» **DATA**:
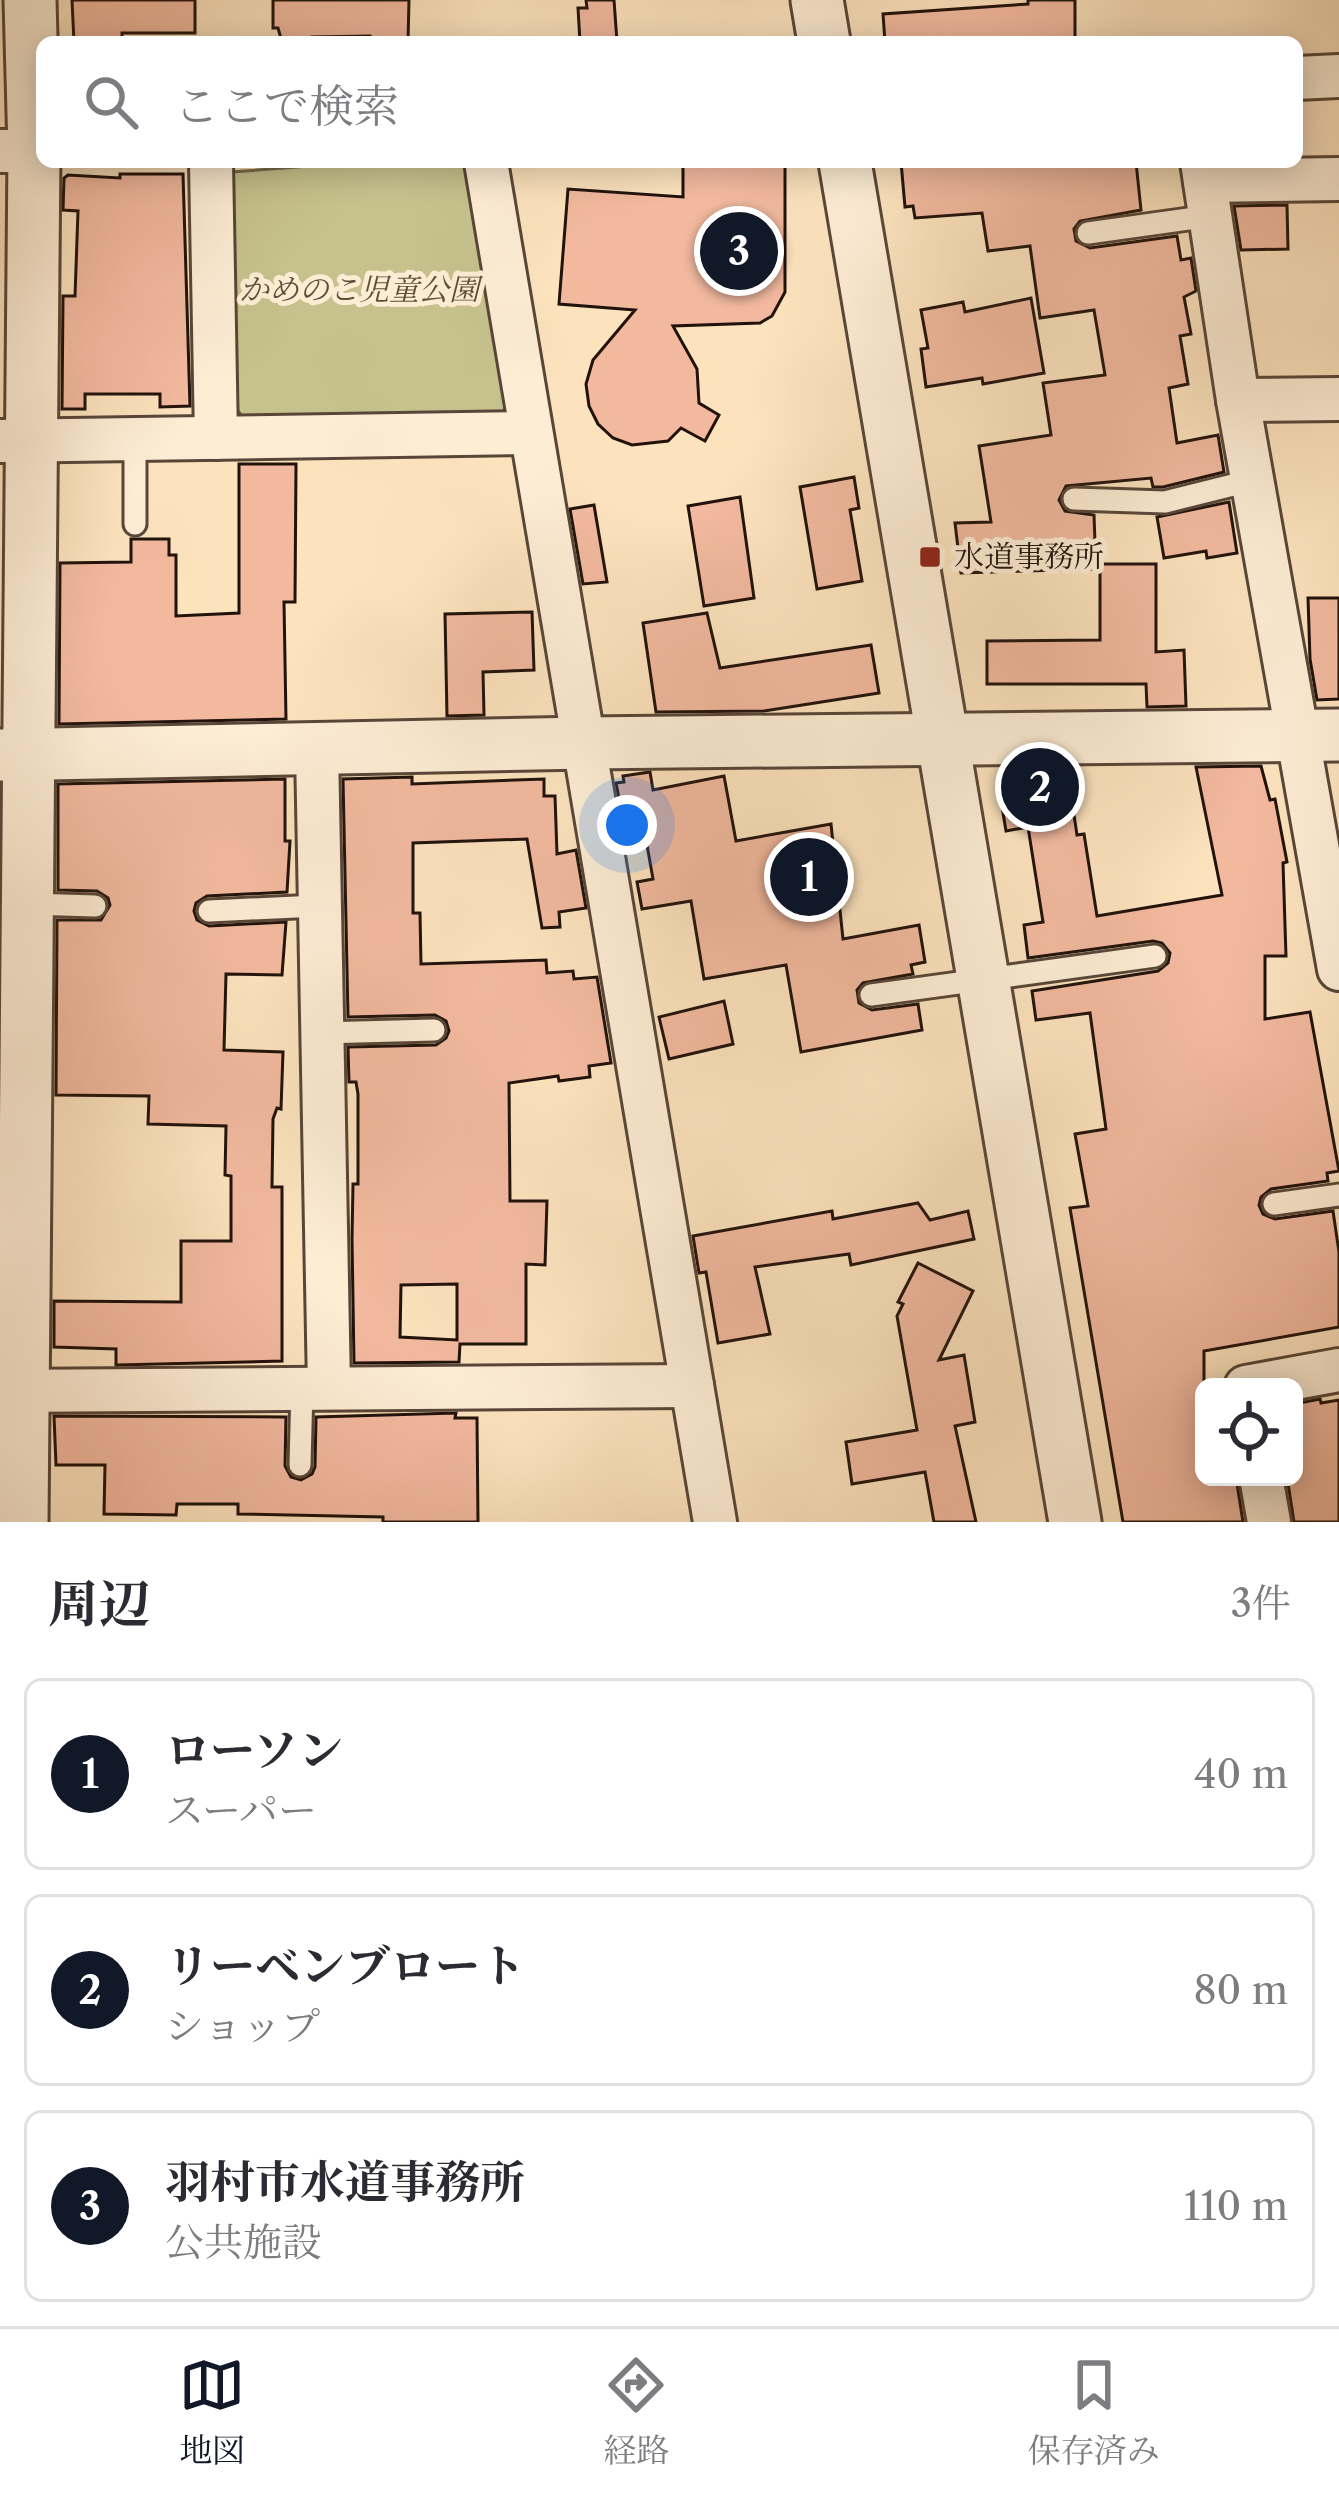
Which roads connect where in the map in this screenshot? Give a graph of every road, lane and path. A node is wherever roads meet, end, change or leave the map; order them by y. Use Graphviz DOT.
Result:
graph roads {
  1 [pos="30,0"];
  2 [pos="817,0"];
  3 [pos="823,36"];
  4 [pos="1339,76"];
  5 [pos="1303,78"];
  6 [pos="25,151"];
  7 [pos="211,168"];
  8 [pos="487,168"];
  9 [pos="845,168"];
  10 [pos="1339,179"];
  11 [pos="1206,186"];
  12 [pos="1088,232"];
  13 [pos="1339,399"];
  14 [pos="1238,400"];
  15 [pos="530,433"];
  16 [pos="216,438"];
  17 [pos="135,439"];
  18 [pos="15,441"];
  19 [pos="1253,480"];
  20 [pos="1074,499"];
  21 [pos="136,524"];
  22 [pos="1320,735"];
  23 [pos="941,740"];
  24 [pos="586,743"];
  25 [pos="317,749"];
  26 [pos="14,755"];
  27 [pos="25,904"];
  28 [pos="95,906"];
  29 [pos="317,906"];
  30 [pos="209,911"];
  31 [pos="1336,927"];
  32 [pos="1155,956"];
  33 [pos="1339,969"];
  34 [pos="981,977"];
  35 [pos="871,995"];
  36 [pos="434,1030"];
  37 [pos="320,1033"];
  38 [pos="13,1063"];
  39 [pos="1339,1195"];
  40 [pos="1274,1204"];
  41 [pos="1339,1370"];
  42 [pos="1295,1378"];
  43 [pos="692,1386"];
  44 [pos="315,1388"];
  45 [pos="11,1391"];
  46 [pos="300,1465"];
  47 [pos="1263,1486"];
  48 [pos="14,1521"];
  49 [pos="716,1522"];
  50 [pos="1075,1522"];
  51 [pos="1269,1522"];
  1 -- 6 [label="street"];
  2 -- 3 [label="street"];
  4 -- 5 [label="street"];
  6 -- 18 [label="street"];
  7 -- 16 [label="street"];
  8 -- 15 [label="street"];
  9 -- 23 [label="street"];
  10 -- 11 [label="street"];
  11 -- 12 [label="lane"];
  11 -- 14 [label="street"];
  13 -- 14 [label="street"];
  14 -- 19 [label="street"];
  15 -- 16 [label="street"];
  15 -- 24 [label="street"];
  16 -- 17 [label="street"];
  17 -- 18 [label="street"];
  17 -- 21 [label="lane"];
  18 -- 26 [label="street"];
  19 -- 20 [label="lane"];
  19 -- 22 [label="street"];
  22 -- 23 [label="street"];
  22 -- 31 [label="street"];
  23 -- 24 [label="street"];
  23 -- 34 [label="street"];
  24 -- 25 [label="street"];
  24 -- 43 [label="street"];
  25 -- 26 [label="street"];
  25 -- 29 [label="street"];
  26 -- 27 [label="street"];
  27 -- 28 [label="lane"];
  27 -- 38 [label="street"];
  29 -- 30 [label="lane"];
  29 -- 37 [label="street"];
  31 -- 33 [label="street"];
  32 -- 34 [label="lane"];
  34 -- 35 [label="lane"];
  34 -- 50 [label="street"];
  36 -- 37 [label="lane"];
  37 -- 44 [label="street"];
  38 -- 45 [label="street"];
  39 -- 40 [label="lane"];
  41 -- 42 [label="street"];
  43 -- 44 [label="street"];
  43 -- 49 [label="street"];
  44 -- 45 [label="street"];
  44 -- 46 [label="lane"];
  45 -- 48 [label="street"];
  47 -- 51 [label="street"];
}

» **YOUR GOAL**: Every entry above needs to be retyped exactly; drop the pictures.

» **ANSWER SPACE**:
Which roads connect where in the map in this screenshot? Give a graph of every road, lane and path. A node is wherever roads meet, end, change or leave the map; order them by y. Use Graphviz DOT.
Result:
graph roads {
  1 [pos="30,0"];
  2 [pos="817,0"];
  3 [pos="823,36"];
  4 [pos="1339,76"];
  5 [pos="1303,78"];
  6 [pos="25,151"];
  7 [pos="211,168"];
  8 [pos="487,168"];
  9 [pos="845,168"];
  10 [pos="1339,179"];
  11 [pos="1206,186"];
  12 [pos="1088,232"];
  13 [pos="1339,399"];
  14 [pos="1238,400"];
  15 [pos="530,433"];
  16 [pos="216,438"];
  17 [pos="135,439"];
  18 [pos="15,441"];
  19 [pos="1253,480"];
  20 [pos="1074,499"];
  21 [pos="136,524"];
  22 [pos="1320,735"];
  23 [pos="941,740"];
  24 [pos="586,743"];
  25 [pos="317,749"];
  26 [pos="14,755"];
  27 [pos="25,904"];
  28 [pos="95,906"];
  29 [pos="317,906"];
  30 [pos="209,911"];
  31 [pos="1336,927"];
  32 [pos="1155,956"];
  33 [pos="1339,969"];
  34 [pos="981,977"];
  35 [pos="871,995"];
  36 [pos="434,1030"];
  37 [pos="320,1033"];
  38 [pos="13,1063"];
  39 [pos="1339,1195"];
  40 [pos="1274,1204"];
  41 [pos="1339,1370"];
  42 [pos="1295,1378"];
  43 [pos="692,1386"];
  44 [pos="315,1388"];
  45 [pos="11,1391"];
  46 [pos="300,1465"];
  47 [pos="1263,1486"];
  48 [pos="14,1521"];
  49 [pos="716,1522"];
  50 [pos="1075,1522"];
  51 [pos="1269,1522"];
  1 -- 6 [label="street"];
  2 -- 3 [label="street"];
  4 -- 5 [label="street"];
  6 -- 18 [label="street"];
  7 -- 16 [label="street"];
  8 -- 15 [label="street"];
  9 -- 23 [label="street"];
  10 -- 11 [label="street"];
  11 -- 12 [label="lane"];
  11 -- 14 [label="street"];
  13 -- 14 [label="street"];
  14 -- 19 [label="street"];
  15 -- 16 [label="street"];
  15 -- 24 [label="street"];
  16 -- 17 [label="street"];
  17 -- 18 [label="street"];
  17 -- 21 [label="lane"];
  18 -- 26 [label="street"];
  19 -- 20 [label="lane"];
  19 -- 22 [label="street"];
  22 -- 23 [label="street"];
  22 -- 31 [label="street"];
  23 -- 24 [label="street"];
  23 -- 34 [label="street"];
  24 -- 25 [label="street"];
  24 -- 43 [label="street"];
  25 -- 26 [label="street"];
  25 -- 29 [label="street"];
  26 -- 27 [label="street"];
  27 -- 28 [label="lane"];
  27 -- 38 [label="street"];
  29 -- 30 [label="lane"];
  29 -- 37 [label="street"];
  31 -- 33 [label="street"];
  32 -- 34 [label="lane"];
  34 -- 35 [label="lane"];
  34 -- 50 [label="street"];
  36 -- 37 [label="lane"];
  37 -- 44 [label="street"];
  38 -- 45 [label="street"];
  39 -- 40 [label="lane"];
  41 -- 42 [label="street"];
  43 -- 44 [label="street"];
  43 -- 49 [label="street"];
  44 -- 45 [label="street"];
  44 -- 46 [label="lane"];
  45 -- 48 [label="street"];
  47 -- 51 [label="street"];
}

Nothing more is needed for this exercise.